Your result will be the set of lines with "meet", copied from the material below.

▶

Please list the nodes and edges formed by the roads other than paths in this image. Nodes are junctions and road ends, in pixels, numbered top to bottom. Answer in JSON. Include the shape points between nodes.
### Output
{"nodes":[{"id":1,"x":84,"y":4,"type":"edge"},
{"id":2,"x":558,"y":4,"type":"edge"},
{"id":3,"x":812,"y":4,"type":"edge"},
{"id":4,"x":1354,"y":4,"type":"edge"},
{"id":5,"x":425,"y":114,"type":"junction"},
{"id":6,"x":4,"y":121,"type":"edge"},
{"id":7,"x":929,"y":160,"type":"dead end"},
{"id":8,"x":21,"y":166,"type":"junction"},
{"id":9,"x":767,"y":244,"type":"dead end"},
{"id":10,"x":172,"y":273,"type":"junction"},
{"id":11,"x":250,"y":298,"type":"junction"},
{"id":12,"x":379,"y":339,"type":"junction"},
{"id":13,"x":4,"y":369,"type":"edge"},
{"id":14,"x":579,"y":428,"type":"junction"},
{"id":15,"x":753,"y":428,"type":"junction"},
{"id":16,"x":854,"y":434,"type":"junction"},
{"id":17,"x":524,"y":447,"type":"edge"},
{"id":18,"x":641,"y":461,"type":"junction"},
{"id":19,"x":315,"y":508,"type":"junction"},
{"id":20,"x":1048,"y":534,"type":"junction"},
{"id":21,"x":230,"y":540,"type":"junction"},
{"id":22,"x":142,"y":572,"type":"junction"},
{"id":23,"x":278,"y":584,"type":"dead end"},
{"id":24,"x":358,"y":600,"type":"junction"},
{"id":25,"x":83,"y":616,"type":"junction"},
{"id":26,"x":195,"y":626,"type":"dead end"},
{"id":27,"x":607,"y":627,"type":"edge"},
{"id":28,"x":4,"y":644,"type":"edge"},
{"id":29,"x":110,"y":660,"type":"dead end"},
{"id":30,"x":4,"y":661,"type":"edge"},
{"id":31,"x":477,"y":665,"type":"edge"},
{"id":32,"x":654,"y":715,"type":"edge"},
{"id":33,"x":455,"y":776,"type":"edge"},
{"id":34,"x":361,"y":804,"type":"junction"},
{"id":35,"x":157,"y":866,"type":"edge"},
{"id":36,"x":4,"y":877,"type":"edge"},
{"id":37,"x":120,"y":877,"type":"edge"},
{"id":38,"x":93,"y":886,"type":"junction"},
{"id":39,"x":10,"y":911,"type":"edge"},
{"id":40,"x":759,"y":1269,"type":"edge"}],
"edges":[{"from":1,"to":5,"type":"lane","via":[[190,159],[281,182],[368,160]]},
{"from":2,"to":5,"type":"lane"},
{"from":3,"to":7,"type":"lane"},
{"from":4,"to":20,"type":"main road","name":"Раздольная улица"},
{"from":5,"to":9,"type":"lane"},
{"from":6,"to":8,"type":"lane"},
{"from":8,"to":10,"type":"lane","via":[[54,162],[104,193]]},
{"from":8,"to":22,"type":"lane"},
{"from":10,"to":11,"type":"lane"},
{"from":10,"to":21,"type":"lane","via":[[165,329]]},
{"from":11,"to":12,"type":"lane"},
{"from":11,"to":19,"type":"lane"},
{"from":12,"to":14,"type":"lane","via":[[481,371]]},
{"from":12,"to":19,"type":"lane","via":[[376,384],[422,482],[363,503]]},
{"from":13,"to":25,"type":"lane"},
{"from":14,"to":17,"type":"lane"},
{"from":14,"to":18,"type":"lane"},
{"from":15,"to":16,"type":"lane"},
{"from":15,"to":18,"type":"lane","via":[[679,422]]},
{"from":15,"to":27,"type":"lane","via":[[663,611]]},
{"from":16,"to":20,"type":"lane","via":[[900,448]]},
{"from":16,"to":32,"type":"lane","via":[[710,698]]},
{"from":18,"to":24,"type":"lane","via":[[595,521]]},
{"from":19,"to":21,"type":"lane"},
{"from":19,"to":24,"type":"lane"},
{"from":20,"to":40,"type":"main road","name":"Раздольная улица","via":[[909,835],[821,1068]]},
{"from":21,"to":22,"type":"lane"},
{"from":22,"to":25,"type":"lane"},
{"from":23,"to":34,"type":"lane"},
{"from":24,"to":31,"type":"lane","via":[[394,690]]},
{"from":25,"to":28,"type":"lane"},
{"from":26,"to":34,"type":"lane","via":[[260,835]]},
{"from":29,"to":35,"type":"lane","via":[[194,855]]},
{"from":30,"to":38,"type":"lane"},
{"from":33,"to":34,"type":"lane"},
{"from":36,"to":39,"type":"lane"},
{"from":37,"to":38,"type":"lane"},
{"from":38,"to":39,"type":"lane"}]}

◀
▶

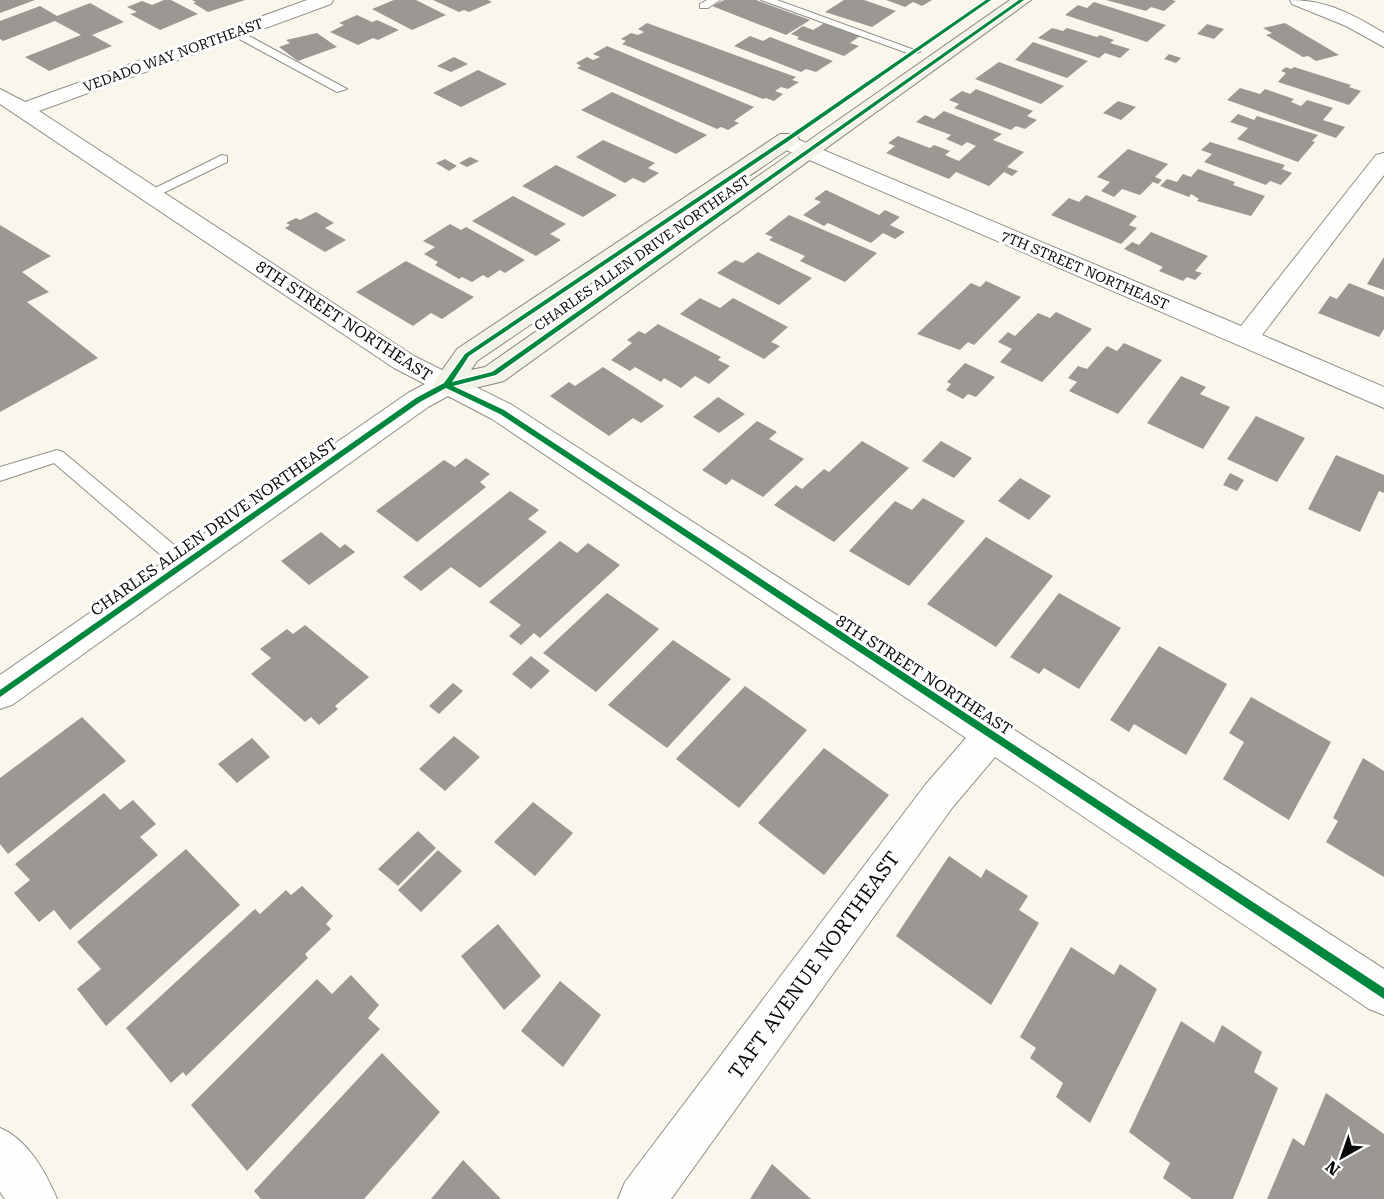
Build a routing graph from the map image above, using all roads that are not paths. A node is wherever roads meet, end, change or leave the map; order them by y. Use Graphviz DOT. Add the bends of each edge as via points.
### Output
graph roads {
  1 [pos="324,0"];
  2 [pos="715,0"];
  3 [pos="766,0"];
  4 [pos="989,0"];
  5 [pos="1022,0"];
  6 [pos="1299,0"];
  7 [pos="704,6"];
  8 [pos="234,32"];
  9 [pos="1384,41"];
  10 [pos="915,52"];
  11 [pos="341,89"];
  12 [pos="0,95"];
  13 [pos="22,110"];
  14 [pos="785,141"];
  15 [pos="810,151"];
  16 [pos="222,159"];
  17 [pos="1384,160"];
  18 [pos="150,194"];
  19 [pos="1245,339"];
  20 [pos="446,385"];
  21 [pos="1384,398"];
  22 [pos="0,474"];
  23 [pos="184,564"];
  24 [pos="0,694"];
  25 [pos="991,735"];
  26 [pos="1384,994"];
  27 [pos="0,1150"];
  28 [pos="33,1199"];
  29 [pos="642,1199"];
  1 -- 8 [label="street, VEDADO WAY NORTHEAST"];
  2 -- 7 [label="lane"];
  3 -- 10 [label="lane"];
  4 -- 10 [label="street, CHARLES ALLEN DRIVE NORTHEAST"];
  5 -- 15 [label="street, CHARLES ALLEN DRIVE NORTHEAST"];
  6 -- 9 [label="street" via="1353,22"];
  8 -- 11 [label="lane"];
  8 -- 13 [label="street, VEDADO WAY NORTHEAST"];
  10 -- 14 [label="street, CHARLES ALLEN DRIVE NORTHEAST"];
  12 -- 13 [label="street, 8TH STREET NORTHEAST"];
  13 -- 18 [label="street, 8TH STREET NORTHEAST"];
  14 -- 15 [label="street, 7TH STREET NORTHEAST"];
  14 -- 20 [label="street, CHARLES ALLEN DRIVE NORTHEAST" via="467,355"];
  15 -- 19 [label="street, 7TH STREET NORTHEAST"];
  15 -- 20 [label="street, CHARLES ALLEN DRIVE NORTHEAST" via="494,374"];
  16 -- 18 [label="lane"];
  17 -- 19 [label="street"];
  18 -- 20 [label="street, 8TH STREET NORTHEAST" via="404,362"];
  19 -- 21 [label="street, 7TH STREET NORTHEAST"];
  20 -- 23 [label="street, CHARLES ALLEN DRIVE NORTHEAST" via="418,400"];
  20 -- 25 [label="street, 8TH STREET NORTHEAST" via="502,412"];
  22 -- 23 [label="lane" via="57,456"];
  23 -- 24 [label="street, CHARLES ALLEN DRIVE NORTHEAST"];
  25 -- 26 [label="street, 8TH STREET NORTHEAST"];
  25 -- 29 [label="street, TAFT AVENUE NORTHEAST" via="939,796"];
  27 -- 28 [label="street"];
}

◀
▶

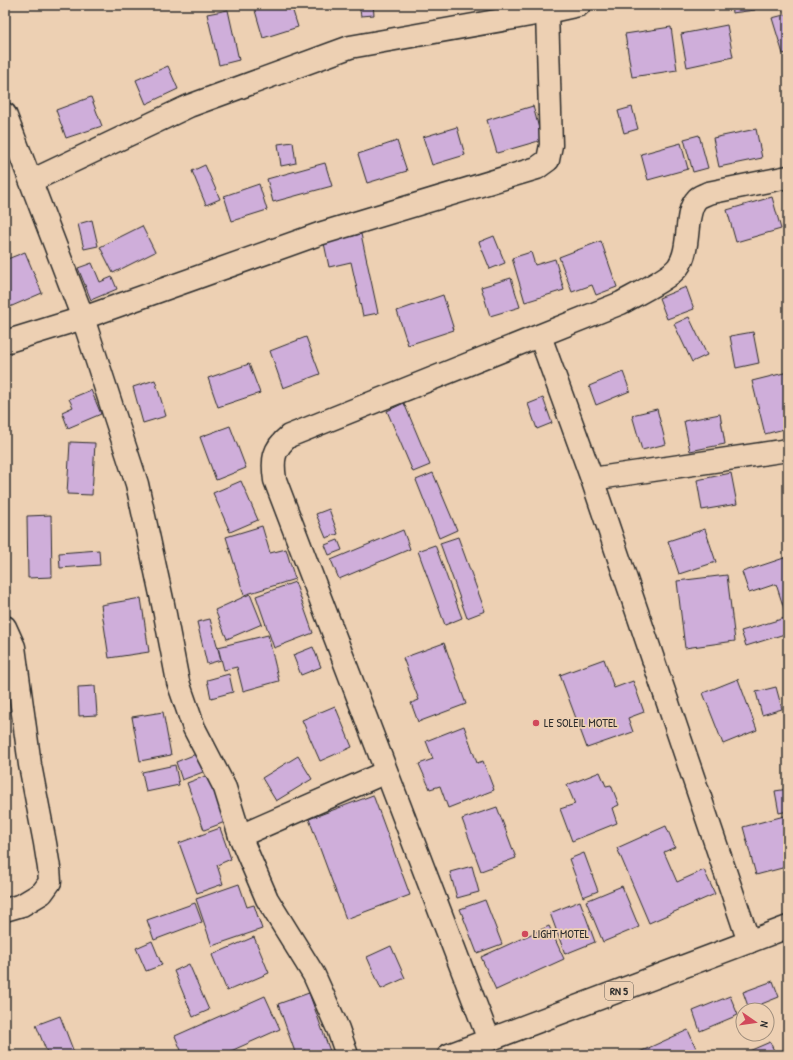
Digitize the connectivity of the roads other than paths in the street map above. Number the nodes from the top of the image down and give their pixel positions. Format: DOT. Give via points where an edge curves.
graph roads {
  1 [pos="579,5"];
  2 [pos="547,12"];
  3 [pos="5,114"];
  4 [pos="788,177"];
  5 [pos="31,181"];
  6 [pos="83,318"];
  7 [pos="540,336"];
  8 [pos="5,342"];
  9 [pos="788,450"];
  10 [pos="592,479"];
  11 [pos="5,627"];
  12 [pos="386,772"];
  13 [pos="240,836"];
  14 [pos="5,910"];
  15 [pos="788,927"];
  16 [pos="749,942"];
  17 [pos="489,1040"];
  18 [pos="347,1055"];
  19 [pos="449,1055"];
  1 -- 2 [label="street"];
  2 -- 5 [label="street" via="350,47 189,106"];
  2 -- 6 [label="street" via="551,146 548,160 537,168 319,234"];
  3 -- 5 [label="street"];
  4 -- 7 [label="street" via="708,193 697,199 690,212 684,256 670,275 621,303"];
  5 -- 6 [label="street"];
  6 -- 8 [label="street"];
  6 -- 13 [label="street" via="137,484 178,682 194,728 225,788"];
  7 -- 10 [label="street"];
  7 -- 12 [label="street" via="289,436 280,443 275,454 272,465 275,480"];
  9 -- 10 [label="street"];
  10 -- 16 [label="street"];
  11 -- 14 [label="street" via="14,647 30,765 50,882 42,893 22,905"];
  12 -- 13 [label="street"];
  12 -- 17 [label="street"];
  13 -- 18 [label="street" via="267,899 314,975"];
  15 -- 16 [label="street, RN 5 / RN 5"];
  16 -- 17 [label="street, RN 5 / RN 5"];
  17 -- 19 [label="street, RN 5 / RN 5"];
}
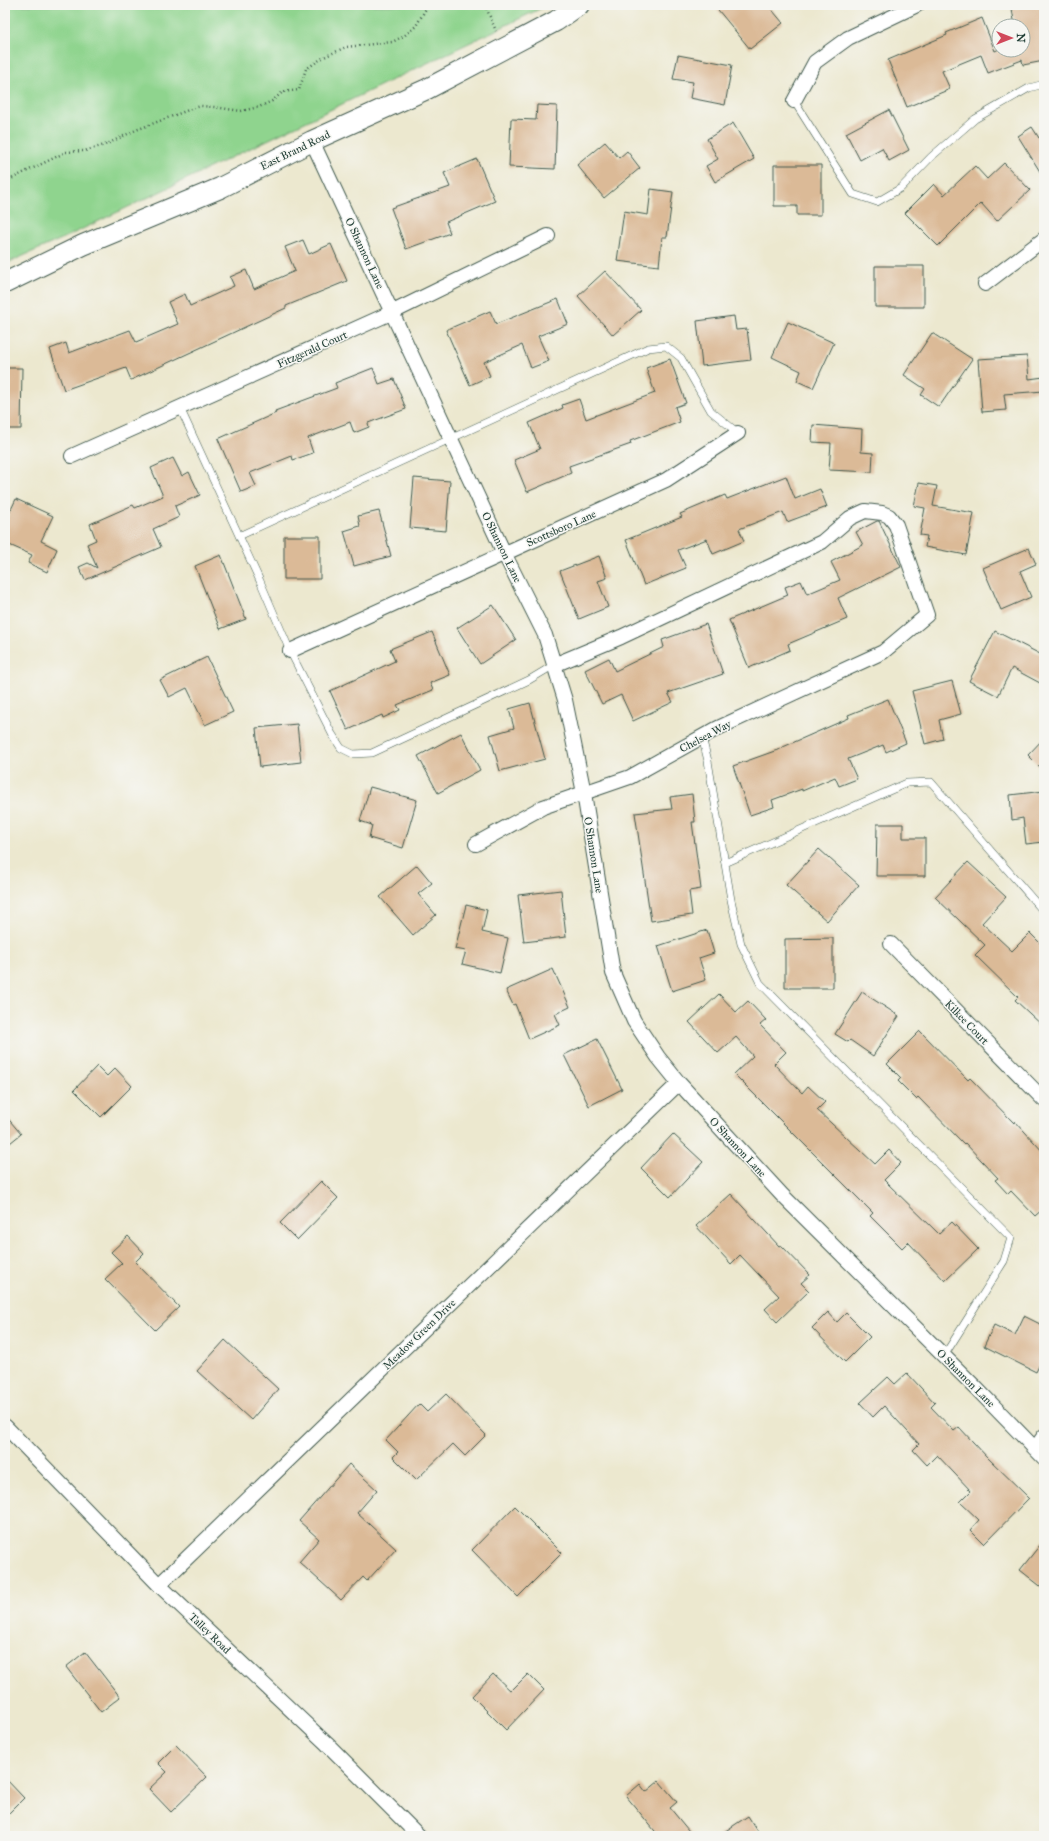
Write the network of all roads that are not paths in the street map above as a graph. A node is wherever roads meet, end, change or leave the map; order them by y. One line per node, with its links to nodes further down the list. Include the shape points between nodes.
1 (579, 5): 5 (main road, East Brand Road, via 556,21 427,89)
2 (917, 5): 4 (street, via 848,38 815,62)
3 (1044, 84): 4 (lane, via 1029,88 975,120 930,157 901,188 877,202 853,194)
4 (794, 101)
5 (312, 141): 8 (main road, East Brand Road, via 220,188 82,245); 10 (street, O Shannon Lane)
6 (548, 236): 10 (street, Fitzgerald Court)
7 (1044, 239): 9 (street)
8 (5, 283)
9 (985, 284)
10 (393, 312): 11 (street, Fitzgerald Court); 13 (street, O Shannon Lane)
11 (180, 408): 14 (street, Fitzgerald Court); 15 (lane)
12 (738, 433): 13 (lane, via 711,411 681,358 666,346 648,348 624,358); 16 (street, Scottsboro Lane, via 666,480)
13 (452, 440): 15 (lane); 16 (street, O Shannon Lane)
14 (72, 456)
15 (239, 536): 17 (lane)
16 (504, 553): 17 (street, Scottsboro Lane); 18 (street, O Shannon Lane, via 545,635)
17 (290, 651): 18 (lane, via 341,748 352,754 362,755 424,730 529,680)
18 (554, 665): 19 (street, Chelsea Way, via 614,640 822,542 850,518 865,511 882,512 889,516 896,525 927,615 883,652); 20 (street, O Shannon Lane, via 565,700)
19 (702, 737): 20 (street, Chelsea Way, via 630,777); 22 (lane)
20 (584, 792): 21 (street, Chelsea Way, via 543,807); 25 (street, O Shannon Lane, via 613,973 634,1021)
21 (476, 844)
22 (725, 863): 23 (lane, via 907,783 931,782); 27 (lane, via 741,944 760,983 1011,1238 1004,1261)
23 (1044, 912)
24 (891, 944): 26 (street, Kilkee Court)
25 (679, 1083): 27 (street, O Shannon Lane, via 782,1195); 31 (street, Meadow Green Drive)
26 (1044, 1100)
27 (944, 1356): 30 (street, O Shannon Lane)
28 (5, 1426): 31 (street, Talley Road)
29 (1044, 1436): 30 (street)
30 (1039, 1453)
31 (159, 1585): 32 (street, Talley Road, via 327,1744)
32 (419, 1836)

◀

The answer.
Build a routing graph from the map image above, using all roads that are not paths. A node is wherever roads meet, end, change or leave the map; order them by y. Use Graphviz DOT. Add the bends of each edge as via points.
Write the network of all roads that are not paths in the street map above as a graph. A node is wherever roads meet, end, change or leave the map; order them by y. One line per node, with its links to nodes further down the list. Include the shape points between nodes.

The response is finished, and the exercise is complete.